In his diary T. S. Eliot wrote “what would it be like if you had four different poetic strains that eventually come together as one. “ He was listening to the late Beethoven Quartets when he wrote that and was inspired by that great music when writing the Four Quartets.
My entire piece is based on the same musical material through out. The first four movements are variations that explore this musical material in different ways. In Burnt Norton Eliot writes: "Time present and time past are both perhaps present in time future, and time future contained in time past" The fifth movement is a recapitulation of the earlier four and is also the point where all of the musical material comes together. In my piece time present, past and future are all happening simultaneously.
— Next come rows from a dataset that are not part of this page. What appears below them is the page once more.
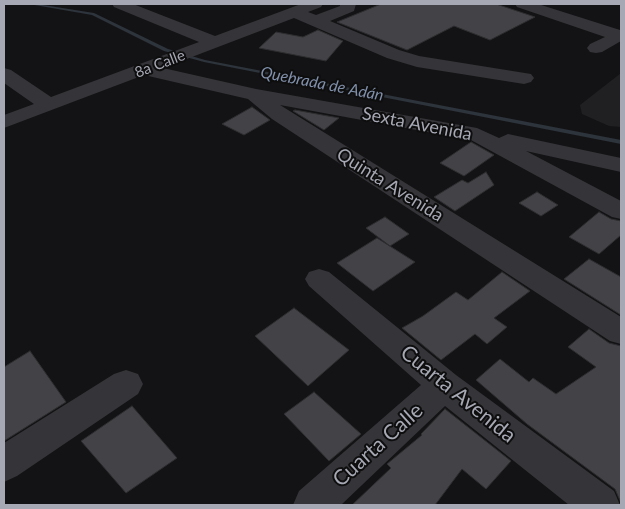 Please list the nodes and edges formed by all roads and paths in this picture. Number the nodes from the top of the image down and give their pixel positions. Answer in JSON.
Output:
{"nodes":[{"id":1,"x":120,"y":4,"type":"edge"},
{"id":2,"x":162,"y":4,"type":"edge"},
{"id":3,"x":348,"y":4,"type":"edge"},
{"id":4,"x":523,"y":4,"type":"edge"},
{"id":5,"x":316,"y":12,"type":"edge"},
{"id":6,"x":164,"y":21,"type":"junction"},
{"id":7,"x":211,"y":44,"type":"junction"},
{"id":8,"x":596,"y":48,"type":"dead end"},
{"id":9,"x":148,"y":69,"type":"junction"},
{"id":10,"x":4,"y":74,"type":"edge"},
{"id":11,"x":524,"y":78,"type":"dead end"},
{"id":12,"x":255,"y":95,"type":"junction"},
{"id":13,"x":49,"y":105,"type":"junction"},
{"id":14,"x":4,"y":122,"type":"edge"},
{"id":15,"x":477,"y":135,"type":"junction"},
{"id":16,"x":621,"y":165,"type":"edge"},
{"id":17,"x":621,"y":211,"type":"edge"},
{"id":18,"x":319,"y":279,"type":"dead end"},
{"id":19,"x":621,"y":332,"type":"edge"},
{"id":20,"x":126,"y":384,"type":"dead end"},
{"id":21,"x":444,"y":385,"type":"junction"},
{"id":22,"x":4,"y":464,"type":"edge"},
{"id":23,"x":313,"y":505,"type":"edge"},
{"id":24,"x":600,"y":505,"type":"edge"}],
"edges":[{"from":1,"to":6,"type":"street"},
{"from":2,"to":6,"type":"street"},
{"from":3,"to":5,"type":"street"},
{"from":4,"to":8,"type":"street"},
{"from":5,"to":7,"type":"street","name":"8a Calle"},
{"from":5,"to":11,"type":"street"},
{"from":6,"to":7,"type":"street"},
{"from":7,"to":9,"type":"street","name":"8a Calle"},
{"from":9,"to":12,"type":"street","name":"Quinta Avenida"},
{"from":9,"to":13,"type":"street","name":"8a Calle"},
{"from":10,"to":13,"type":"street"},
{"from":12,"to":15,"type":"street","name":"Sexta Avenida"},
{"from":12,"to":19,"type":"street","name":"Quinta Avenida"},
{"from":13,"to":14,"type":"street","name":"8a Calle"},
{"from":15,"to":16,"type":"street"},
{"from":15,"to":17,"type":"street","name":"Sexta Avenida"},
{"from":18,"to":21,"type":"street","name":"Cuarta Avenida"},
{"from":20,"to":22,"type":"street"},
{"from":21,"to":23,"type":"street","name":"Cuarta Calle"},
{"from":21,"to":24,"type":"street","name":"Cuarta Avenida"}]} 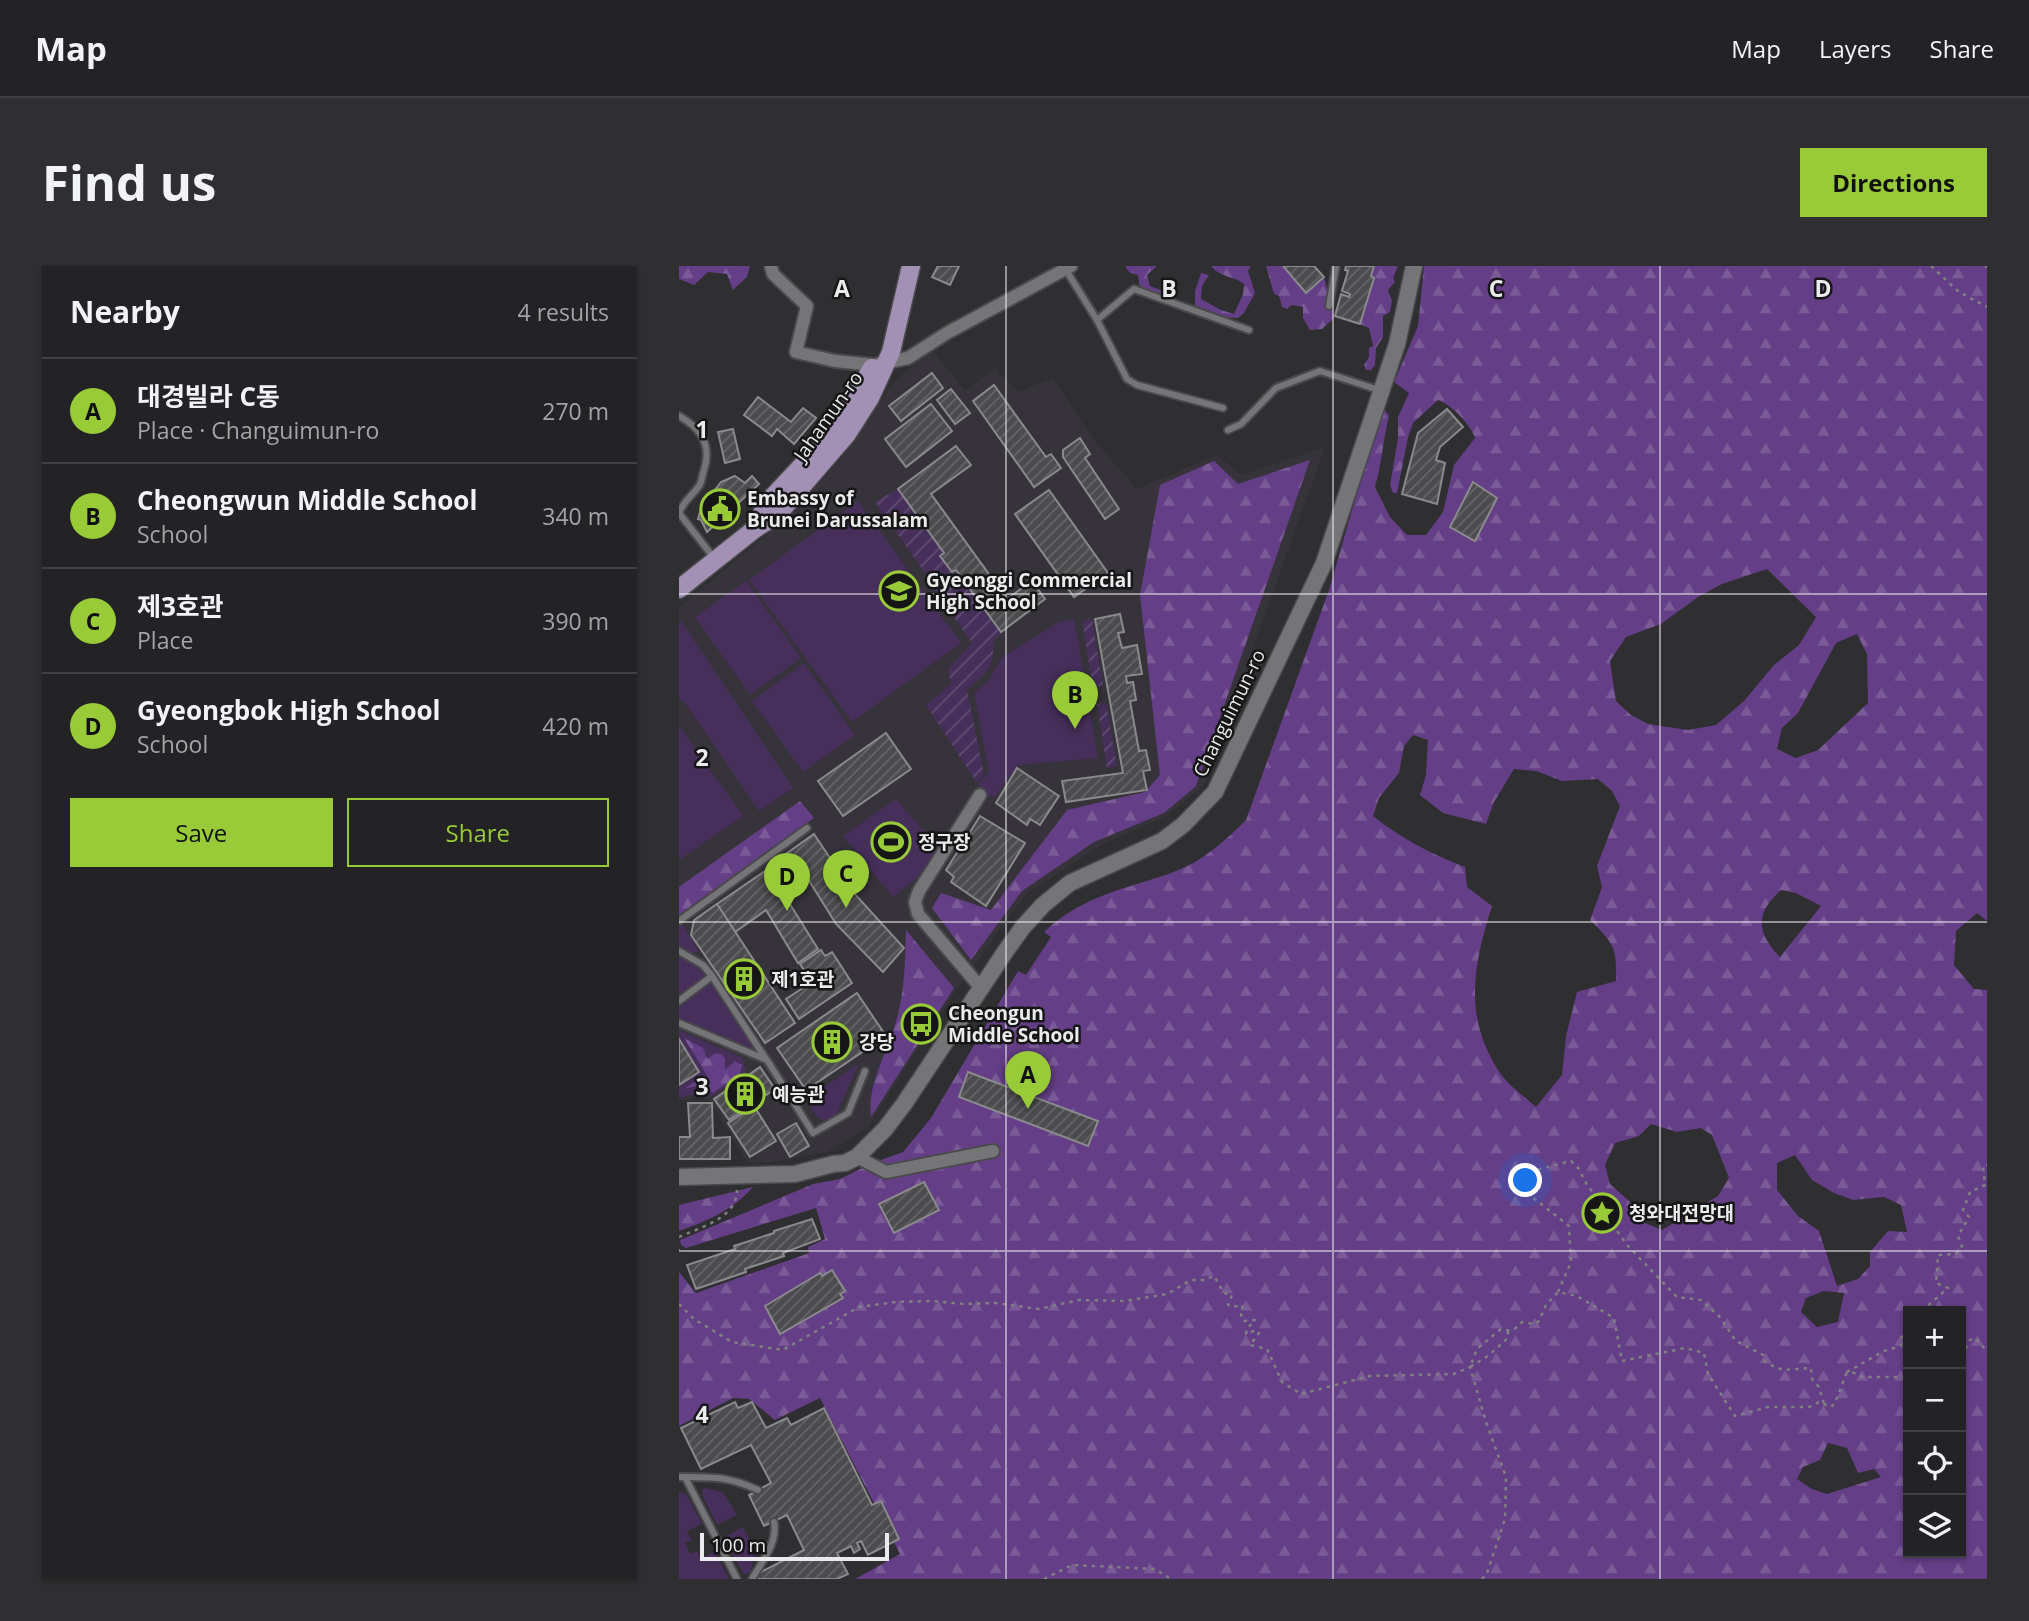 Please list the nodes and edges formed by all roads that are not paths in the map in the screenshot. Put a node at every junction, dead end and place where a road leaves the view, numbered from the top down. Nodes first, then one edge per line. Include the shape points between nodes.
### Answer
1 (771, 266) edge
2 (899, 266) edge
3 (911, 266) edge
4 (1336, 266) edge
5 (1415, 266) edge
6 (1068, 268) edge
7 (1329, 306) dead end
8 (1097, 320) junction
9 (1249, 330) dead end
10 (880, 364) junction
11 (1381, 390) junction
12 (1223, 408) dead end
13 (679, 416) edge
14 (1228, 429) dead end
15 (679, 512) edge
16 (715, 560) junction
17 (679, 589) edge
18 (981, 795) dead end
19 (807, 828) dead end
20 (679, 920) edge
21 (679, 951) edge
22 (712, 976) junction
23 (981, 988) junction
24 (679, 1002) edge
25 (679, 1023) edge
26 (767, 1060) junction
27 (865, 1071) dead end
28 (993, 1152) dead end
29 (857, 1157) junction
30 (679, 1177) edge
31 (682, 1477) edge
32 (758, 1490) dead end
33 (774, 1522) dead end
34 (737, 1579) edge
35 (752, 1579) edge

1 - 10 street via 773,274 807,306 796,352
2 - 10 main road, Jahamun-ro
3 - 10 main road, Jahamun-ro via 906,295
4 - 7 lane
5 - 11 street, Changuimun-ro
6 - 8 lane
6 - 10 street via 908,358
8 - 9 lane via 1134,289
8 - 12 lane via 1127,379
10 - 16 main road, Jahamun-ro via 870,398 847,434 777,516
11 - 14 lane via 1320,371 1276,388 1241,424
11 - 23 street, Changuimun-ro via 1324,562 1215,792 1162,841 1070,883 1043,905
13 - 15 lane via 693,424 709,457 700,485 683,501
15 - 16 lane
16 - 17 main road, Jahamun-ro
18 - 23 street via 915,902 918,914
19 - 20 lane
21 - 22 lane
22 - 24 lane
22 - 26 lane
23 - 29 street, Changuimun-ro via 904,1104
25 - 26 lane
26 - 27 lane via 813,1133 848,1113
28 - 29 street via 886,1172
29 - 30 street, Changuimun-ro via 795,1174
31 - 32 lane via 716,1476
31 - 34 lane
33 - 35 lane via 771,1548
My piece is also inspired by Circular Time Theory where all time and events are occurring at once as opposed to linear time theory when events unfold in a sequence, All five movements of my quartet use the same intervallic and pitch material through out thus everything is occurring at the same time presented in five different guises.
Quotations for each movement:
1) The stillness, as a Chinese jar still moves perpetually in its stillness, not the stillness of the violin, while the note lasts, not that only but the co-existence or say that the end precedes the beginning, and the end and the beginning were always there and all is always there before the beginning and after the end.  
2) At the still point of the turning world, neither flesh nor fleshless; Neither from nor towards; at the still point, there the dance is.
3) Time past and time future allow but a little consciousness. To be conscious is not to be in time but only in time can the moment in the rose-garden,
the moment in the arbour where the rain beat, the moment in the draughty church at smokefall be remembered; involved with time past and future.
4) And all is always now. Words strain, crack and sometimes break, under the burden under the tension, slip, slide, perish. Decay with imprecision, will not stay in place.
5) Time present and time past are both perhaps present in time future, and time future contained in time past. If all time is eternally present, all time is unredeemable.